All records are to be printed exactly as they appear.

**********

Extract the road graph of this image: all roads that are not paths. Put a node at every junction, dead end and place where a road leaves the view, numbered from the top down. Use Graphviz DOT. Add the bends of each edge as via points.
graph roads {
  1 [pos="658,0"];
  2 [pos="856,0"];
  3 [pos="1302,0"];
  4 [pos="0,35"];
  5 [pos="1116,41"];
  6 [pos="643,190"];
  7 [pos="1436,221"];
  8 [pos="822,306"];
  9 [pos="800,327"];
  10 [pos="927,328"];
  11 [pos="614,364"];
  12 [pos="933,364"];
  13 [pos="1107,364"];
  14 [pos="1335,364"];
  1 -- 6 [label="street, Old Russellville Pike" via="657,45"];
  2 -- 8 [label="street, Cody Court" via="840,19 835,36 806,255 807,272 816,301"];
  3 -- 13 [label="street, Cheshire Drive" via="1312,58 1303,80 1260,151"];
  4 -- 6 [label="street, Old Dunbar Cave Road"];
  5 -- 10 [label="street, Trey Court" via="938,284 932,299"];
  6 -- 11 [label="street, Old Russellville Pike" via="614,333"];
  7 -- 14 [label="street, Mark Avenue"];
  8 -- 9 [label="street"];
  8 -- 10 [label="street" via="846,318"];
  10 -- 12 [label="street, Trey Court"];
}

**********

EXPECTED ANSWER:
Extract the road graph of this image: all roads that are not paths. Put a node at every junction, dead end and place where a road leaves the view, numbered from the top down. Use Graphviz DOT. Add the bends of each edge as via points.
graph roads {
  1 [pos="658,0"];
  2 [pos="856,0"];
  3 [pos="1302,0"];
  4 [pos="0,35"];
  5 [pos="1116,41"];
  6 [pos="643,190"];
  7 [pos="1436,221"];
  8 [pos="822,306"];
  9 [pos="800,327"];
  10 [pos="927,328"];
  11 [pos="614,364"];
  12 [pos="933,364"];
  13 [pos="1107,364"];
  14 [pos="1335,364"];
  1 -- 6 [label="street, Old Russellville Pike" via="657,45"];
  2 -- 8 [label="street, Cody Court" via="840,19 835,36 806,255 807,272 816,301"];
  3 -- 13 [label="street, Cheshire Drive" via="1312,58 1303,80 1260,151"];
  4 -- 6 [label="street, Old Dunbar Cave Road"];
  5 -- 10 [label="street, Trey Court" via="938,284 932,299"];
  6 -- 11 [label="street, Old Russellville Pike" via="614,333"];
  7 -- 14 [label="street, Mark Avenue"];
  8 -- 9 [label="street"];
  8 -- 10 [label="street" via="846,318"];
  10 -- 12 [label="street, Trey Court"];
}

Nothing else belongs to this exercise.